* _Saved entries_
══════════════════════════════

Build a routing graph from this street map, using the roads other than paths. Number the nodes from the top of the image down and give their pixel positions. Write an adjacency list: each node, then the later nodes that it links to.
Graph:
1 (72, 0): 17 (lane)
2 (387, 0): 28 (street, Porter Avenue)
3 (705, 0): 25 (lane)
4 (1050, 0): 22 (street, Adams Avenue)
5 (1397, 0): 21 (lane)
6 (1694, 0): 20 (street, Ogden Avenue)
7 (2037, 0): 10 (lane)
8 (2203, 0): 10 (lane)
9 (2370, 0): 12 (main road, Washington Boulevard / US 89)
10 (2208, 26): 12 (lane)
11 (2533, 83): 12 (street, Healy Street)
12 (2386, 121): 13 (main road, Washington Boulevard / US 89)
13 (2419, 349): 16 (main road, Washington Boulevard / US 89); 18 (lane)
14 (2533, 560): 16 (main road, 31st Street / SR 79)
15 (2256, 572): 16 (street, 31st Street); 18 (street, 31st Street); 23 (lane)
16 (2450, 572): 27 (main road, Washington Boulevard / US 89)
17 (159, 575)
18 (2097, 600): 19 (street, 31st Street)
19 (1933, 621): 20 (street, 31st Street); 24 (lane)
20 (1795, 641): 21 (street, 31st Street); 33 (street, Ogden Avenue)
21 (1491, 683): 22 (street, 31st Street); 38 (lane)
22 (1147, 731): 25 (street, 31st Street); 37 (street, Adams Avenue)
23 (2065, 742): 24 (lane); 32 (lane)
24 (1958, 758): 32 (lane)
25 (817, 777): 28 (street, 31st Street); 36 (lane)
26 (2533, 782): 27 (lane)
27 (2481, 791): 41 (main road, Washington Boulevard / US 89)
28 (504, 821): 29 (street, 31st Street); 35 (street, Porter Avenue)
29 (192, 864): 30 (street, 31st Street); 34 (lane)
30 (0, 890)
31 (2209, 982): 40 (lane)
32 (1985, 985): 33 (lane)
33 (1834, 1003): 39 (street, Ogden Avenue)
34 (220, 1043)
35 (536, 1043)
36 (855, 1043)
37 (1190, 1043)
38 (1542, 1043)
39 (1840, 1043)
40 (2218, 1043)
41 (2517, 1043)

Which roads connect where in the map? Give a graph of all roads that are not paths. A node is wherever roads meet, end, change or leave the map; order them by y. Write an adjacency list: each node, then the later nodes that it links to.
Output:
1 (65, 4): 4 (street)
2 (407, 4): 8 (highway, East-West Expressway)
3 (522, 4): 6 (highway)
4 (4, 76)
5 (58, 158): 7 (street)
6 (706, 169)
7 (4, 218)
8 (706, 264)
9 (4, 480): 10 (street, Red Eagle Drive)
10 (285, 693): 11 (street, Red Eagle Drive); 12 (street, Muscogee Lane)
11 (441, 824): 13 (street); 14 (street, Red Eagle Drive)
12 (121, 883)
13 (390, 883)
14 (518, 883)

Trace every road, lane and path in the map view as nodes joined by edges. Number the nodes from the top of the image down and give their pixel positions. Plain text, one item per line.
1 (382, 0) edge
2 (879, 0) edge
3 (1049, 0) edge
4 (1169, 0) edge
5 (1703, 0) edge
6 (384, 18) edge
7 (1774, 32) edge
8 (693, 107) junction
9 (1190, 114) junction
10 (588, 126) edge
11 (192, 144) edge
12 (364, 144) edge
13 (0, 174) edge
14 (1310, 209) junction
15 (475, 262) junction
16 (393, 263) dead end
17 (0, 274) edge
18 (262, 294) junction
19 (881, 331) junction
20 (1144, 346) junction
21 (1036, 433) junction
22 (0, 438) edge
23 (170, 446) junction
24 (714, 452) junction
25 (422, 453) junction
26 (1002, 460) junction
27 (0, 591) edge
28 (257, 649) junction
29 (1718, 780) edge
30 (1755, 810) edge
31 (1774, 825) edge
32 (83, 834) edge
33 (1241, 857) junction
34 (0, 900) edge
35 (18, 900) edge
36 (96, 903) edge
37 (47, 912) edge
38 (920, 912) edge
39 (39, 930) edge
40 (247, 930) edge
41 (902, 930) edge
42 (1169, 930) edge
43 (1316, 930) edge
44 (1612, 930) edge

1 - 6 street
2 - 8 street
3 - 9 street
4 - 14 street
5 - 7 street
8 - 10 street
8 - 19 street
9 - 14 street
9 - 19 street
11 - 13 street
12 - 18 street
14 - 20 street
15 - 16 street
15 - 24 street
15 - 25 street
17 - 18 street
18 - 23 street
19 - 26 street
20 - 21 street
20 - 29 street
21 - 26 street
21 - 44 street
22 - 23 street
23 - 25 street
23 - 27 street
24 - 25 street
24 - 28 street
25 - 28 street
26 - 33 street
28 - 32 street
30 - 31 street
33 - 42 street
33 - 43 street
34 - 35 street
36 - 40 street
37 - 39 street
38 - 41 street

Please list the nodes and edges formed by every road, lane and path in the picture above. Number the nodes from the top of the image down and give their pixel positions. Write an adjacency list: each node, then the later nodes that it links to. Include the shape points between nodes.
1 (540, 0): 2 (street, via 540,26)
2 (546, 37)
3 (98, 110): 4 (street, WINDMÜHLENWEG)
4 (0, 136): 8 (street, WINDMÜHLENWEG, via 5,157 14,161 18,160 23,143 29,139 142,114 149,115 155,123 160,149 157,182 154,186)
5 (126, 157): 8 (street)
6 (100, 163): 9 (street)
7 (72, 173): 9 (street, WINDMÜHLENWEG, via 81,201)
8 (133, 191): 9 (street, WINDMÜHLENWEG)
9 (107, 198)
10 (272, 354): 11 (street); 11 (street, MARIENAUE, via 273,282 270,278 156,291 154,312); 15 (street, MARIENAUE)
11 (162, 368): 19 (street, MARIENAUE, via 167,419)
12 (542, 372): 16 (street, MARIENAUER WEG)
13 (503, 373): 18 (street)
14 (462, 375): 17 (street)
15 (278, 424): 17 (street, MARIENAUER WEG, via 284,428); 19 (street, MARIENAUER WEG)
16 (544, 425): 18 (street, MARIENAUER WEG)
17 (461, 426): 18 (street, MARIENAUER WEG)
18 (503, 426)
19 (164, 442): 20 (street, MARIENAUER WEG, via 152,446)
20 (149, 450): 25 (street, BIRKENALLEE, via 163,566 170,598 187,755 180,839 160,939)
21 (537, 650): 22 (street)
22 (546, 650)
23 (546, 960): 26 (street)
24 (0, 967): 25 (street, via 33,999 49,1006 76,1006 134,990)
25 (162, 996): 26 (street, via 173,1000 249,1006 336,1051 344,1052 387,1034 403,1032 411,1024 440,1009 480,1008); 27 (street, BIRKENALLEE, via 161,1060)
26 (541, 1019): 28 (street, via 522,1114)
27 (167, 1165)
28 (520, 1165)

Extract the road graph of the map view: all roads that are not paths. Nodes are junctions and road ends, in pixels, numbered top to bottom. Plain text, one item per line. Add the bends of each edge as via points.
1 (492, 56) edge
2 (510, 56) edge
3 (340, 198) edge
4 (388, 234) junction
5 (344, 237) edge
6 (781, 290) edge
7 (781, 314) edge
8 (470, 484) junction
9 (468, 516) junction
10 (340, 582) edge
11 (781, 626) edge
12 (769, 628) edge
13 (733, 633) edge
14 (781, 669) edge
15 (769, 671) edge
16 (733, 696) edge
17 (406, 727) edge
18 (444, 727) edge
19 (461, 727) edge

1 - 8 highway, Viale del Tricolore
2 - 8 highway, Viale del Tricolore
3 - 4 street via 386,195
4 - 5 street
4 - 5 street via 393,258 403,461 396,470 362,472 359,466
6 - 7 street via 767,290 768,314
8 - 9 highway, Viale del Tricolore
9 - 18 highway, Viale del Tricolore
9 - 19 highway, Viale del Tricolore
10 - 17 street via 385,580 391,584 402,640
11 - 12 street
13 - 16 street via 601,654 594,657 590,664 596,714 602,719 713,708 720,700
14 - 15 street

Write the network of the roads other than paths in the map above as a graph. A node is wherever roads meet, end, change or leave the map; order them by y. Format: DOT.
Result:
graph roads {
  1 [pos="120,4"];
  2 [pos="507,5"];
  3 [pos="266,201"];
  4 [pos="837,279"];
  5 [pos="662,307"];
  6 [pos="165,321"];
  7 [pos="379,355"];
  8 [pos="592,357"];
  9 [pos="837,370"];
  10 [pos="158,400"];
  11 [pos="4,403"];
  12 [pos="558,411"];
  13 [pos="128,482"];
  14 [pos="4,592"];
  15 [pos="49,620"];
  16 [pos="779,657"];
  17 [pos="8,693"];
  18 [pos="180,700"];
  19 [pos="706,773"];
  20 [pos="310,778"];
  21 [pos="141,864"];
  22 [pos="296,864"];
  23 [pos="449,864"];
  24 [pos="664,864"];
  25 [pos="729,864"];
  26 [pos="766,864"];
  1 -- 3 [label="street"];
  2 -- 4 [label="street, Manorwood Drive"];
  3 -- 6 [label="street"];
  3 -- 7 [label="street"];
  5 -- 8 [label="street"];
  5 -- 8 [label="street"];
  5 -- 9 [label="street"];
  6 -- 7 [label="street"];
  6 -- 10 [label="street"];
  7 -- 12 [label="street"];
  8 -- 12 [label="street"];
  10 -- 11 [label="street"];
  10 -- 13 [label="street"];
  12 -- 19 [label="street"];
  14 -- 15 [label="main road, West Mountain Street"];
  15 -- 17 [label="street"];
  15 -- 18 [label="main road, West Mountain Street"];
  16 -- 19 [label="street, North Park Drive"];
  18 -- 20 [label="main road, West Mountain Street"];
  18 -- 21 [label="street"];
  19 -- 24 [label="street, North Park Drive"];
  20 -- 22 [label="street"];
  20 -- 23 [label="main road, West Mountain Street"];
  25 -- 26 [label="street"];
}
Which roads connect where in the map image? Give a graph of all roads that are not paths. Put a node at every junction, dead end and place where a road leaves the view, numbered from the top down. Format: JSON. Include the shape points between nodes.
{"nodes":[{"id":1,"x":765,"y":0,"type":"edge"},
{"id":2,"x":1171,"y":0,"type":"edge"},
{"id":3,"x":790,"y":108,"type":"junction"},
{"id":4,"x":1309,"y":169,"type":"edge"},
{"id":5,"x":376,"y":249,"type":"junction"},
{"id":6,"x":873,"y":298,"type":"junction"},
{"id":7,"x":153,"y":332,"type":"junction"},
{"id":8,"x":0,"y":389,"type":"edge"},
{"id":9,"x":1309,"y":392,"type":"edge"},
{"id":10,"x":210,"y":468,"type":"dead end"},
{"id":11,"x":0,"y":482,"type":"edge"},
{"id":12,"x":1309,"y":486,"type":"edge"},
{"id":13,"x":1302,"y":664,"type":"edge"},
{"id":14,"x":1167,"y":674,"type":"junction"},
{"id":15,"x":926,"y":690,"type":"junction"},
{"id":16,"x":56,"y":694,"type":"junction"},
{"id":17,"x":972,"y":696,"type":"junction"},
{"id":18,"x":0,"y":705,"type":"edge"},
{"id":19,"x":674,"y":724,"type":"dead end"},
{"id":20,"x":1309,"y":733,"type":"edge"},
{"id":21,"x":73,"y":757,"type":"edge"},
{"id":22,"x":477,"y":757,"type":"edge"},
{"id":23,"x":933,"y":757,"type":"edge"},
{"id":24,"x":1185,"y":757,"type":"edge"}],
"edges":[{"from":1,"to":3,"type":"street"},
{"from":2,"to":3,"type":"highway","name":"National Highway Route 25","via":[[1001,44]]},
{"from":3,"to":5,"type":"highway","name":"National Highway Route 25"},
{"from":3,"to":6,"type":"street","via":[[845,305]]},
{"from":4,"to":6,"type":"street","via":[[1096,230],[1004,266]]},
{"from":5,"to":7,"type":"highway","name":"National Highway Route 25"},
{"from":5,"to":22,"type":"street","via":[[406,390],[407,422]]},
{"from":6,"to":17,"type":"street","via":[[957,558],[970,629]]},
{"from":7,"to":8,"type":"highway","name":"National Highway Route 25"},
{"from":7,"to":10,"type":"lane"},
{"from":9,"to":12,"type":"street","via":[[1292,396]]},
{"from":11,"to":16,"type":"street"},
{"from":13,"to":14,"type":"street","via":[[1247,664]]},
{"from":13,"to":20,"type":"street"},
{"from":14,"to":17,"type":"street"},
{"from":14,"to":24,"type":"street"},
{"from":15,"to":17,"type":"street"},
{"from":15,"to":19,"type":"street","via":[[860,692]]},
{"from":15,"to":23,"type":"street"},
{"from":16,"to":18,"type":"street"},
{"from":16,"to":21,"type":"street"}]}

══════════════════════════════

* _What you will do_
Would you copy every line of the entries in which "item" appears?

* _Task response_
Trace every road, lane and path in the map view as nodes joined by edges. Number the nodes from the top of the image down and give their pixel positions. Plain text, one item per line.
Extract the road graph of the map view: all roads that are not paths. Nodes are junctions and road ends, in pixels, numbered top to bottom. Plain text, one item per line. Add the bends of each edge as via points.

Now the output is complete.